Figure 4.. Genetic variants predicted to affect age-increasing AT2 accessible chromatin are associated with respiratory phenotypes and TMPRSS2 expression.

(A) Top: genome browser view of AT2 sites linked to TMPRSS2 activity and those with age-dependent increase in accessibility. Middle: Number of non-singleton genetic variants in gnomAD v3 mapping (Karczewski et al., 2019) in each age-dependent site predicted to disrupt binding of AT2-enriched TF motifs. Bottom: Common variants (minor allele frequency >0.05 in at least one population) predicted to bind AT2-enriched TF motifs, color-coded by TF family. Motif-bound variants that also have predicted effects (FDR < 0.10) on AT2 accessible chromatin in deltaSVM models (Lee et al., 2015) highlighted in red. (B) Association of common variants with predicted AT2 effects (motif-disrupting+deltaSVM) with human phenotypes in the UK Biobank (Lab, 2020). The majority of tested variants show at least nominal evidence (p<0.005) for association with phenotypes related to respiratory disease, infection and/or medication. (C) Fine-mapping probabilities for an TMPRSS2 expression QTL in human lung samples from the GTEx project release v8 (GTEx Consortium, 2020). The variant rs35074065 has the highest casual probability (PPA = 0.42) for the eQTL, maps in an age-dynamic AT2 site and is predicted to disrupt binding of IRF and STAT TFs. Variants are colored based on r² with rs35074065 in 1000 Genomes Project data using all populations (Auton et al., 2015). (D) Estimated cell type proportions for 515 human lung samples from GTEx derived using cell-type-specific expression profiles for cell types with more than 500 cells from snRNA-seq data generated in this study. (E) Association p-values between rs35074065 genotype and TMPRSS2 lung expression after including an interaction term between genotype and estimated cell-type proportions for each sample. We observed stronger eQTL association when including an interaction with AT2 cell proportion as well as macrophage proportion.

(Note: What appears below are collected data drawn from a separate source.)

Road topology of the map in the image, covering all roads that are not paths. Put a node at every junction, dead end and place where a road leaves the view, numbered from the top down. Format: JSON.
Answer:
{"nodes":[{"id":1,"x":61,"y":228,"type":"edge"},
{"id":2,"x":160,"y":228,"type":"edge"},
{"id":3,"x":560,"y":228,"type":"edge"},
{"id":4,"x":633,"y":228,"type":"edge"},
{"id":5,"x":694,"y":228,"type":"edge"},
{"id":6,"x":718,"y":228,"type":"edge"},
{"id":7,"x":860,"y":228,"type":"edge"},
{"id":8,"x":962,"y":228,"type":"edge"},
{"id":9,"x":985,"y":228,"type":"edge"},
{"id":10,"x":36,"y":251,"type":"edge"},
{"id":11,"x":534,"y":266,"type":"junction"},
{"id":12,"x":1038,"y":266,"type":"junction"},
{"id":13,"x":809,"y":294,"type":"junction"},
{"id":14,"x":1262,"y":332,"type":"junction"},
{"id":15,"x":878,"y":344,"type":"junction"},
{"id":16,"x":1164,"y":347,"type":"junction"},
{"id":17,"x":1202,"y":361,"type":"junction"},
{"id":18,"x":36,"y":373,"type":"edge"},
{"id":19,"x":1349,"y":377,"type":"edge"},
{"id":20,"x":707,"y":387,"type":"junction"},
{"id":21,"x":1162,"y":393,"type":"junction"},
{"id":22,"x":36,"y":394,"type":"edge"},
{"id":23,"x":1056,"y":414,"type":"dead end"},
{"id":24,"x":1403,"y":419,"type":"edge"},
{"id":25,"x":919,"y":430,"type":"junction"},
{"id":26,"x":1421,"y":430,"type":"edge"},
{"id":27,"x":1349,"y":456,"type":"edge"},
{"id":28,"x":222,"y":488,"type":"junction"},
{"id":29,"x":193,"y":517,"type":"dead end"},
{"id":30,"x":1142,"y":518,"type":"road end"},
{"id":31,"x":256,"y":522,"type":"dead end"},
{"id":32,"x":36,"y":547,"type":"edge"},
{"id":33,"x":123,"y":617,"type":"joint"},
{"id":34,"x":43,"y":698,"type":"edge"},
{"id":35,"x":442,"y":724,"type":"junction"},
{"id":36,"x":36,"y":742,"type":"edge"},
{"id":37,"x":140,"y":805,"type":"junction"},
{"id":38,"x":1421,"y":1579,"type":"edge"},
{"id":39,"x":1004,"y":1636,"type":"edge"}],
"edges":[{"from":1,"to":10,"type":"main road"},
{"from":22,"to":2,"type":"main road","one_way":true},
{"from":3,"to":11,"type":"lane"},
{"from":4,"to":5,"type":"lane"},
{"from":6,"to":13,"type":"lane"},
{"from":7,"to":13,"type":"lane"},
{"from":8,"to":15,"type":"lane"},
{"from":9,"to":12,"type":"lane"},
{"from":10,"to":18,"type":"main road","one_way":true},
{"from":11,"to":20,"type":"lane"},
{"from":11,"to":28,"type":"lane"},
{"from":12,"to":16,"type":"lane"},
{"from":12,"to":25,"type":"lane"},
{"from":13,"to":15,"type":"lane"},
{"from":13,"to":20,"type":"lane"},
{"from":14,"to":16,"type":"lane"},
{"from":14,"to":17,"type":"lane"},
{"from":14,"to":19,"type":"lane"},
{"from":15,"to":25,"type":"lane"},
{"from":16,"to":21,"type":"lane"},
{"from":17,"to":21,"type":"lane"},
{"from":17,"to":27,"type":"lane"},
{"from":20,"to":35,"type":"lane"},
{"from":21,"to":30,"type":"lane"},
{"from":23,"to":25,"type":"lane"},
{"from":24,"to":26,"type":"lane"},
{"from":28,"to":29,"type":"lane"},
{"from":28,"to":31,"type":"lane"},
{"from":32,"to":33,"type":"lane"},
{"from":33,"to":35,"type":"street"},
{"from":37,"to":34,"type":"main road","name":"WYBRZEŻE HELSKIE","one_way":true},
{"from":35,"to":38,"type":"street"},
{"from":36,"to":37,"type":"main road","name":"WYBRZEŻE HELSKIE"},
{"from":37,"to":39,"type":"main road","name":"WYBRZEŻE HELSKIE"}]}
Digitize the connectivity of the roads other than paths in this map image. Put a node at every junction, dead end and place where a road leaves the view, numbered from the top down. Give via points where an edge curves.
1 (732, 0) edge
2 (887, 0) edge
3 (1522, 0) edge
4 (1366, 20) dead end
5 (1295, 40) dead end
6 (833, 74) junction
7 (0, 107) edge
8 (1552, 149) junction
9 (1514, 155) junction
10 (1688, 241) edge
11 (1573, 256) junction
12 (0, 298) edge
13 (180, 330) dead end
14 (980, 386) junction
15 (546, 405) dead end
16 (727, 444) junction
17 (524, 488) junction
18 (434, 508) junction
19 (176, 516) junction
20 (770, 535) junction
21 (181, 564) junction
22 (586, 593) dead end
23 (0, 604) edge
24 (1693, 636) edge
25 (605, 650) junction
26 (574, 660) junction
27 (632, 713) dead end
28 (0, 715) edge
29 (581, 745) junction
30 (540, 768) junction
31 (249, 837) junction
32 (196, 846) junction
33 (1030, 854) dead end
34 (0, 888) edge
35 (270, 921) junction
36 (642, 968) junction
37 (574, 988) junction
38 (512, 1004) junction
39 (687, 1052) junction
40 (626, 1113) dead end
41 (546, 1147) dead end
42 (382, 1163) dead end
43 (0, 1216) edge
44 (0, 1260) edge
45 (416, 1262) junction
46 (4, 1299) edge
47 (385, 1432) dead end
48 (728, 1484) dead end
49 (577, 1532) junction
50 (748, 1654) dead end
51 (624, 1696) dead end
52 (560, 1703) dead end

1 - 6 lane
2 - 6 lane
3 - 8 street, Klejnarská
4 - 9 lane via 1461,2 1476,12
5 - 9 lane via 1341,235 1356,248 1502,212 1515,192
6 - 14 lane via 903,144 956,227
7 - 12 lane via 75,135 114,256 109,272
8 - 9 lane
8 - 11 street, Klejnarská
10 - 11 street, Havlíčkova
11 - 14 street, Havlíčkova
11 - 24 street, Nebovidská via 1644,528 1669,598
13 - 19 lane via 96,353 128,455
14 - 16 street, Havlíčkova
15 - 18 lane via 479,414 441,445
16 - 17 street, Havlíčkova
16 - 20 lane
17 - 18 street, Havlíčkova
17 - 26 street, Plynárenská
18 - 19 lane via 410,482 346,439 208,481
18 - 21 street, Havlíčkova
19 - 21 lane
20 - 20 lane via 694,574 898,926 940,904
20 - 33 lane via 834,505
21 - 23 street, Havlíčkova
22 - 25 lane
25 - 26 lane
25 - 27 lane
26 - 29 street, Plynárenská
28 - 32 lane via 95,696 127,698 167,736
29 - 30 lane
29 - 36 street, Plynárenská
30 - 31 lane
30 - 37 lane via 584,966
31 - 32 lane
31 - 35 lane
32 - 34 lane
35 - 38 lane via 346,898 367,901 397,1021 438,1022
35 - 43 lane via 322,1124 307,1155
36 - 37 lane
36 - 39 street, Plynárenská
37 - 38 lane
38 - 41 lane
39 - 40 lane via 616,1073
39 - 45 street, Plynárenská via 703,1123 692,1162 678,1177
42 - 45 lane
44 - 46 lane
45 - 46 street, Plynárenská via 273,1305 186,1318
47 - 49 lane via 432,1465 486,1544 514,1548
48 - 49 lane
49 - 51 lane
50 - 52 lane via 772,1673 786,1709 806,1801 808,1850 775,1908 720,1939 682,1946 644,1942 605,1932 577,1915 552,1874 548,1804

Figure 5.. Fine-mapped risk variants at the 3p21.31 locus associated with respiratory failure in SARS-CoV-2 overlap lung cell-type chromatin sites.

(A) Genome browser view (Robinson et al., 2011) showing posterior probability (PPA) of variants in the fine-mapping credible set at the 3p21.31 association signal and lung cell-type-specific accessible chromatin profiles. Credible set variants that directly overlap lung cell-type chromatin sites are highlighted. Read depth values represent counts per million (CPM). (B) Variant rs17713054 overlaps a site active in AT2 and other epithelial cells and bound by CEBPB among other TFs, and the minor allele A is predicted to bind a CEBP motif. For in-depth analysis of rs76374459 see Figure 5—figure supplement 1. Read depth values represent counts per million (CPM). (C) Co-accessible links between the site harboring rs17713054 (blue box) and other chromatin sites, including the promoter regions of four genes SLC6A20, LIMD1, SACM1L and CCRL2 (gray box). The height of each link represents the strength of co-accessibility (Cusanovich et al., 2018). (D) Expression of SLC6A20 across lung cell types, where each dot represents a nucleus. The highest expression observed was in AT2 cells. (E) Association p-values between rs17713054 genotype and SLC6A20 lung expression after including an interaction term between genotype and estimated cell-type proportions for each sample. We observed strongest eQTL association when including an interaction with AT1/AT2-like and AT2 cell proportion.

Figure 5—figure supplement 1.. Molecular characterization of variant rs76374456.

Variant rs76374456 overlaps a cCRE accessible in erythrocytes which is bound by SPI1 among other TFs, and the minor allele C is predicted to disrupt a SPI1 motif. Read depth values represent counts per million (CPM).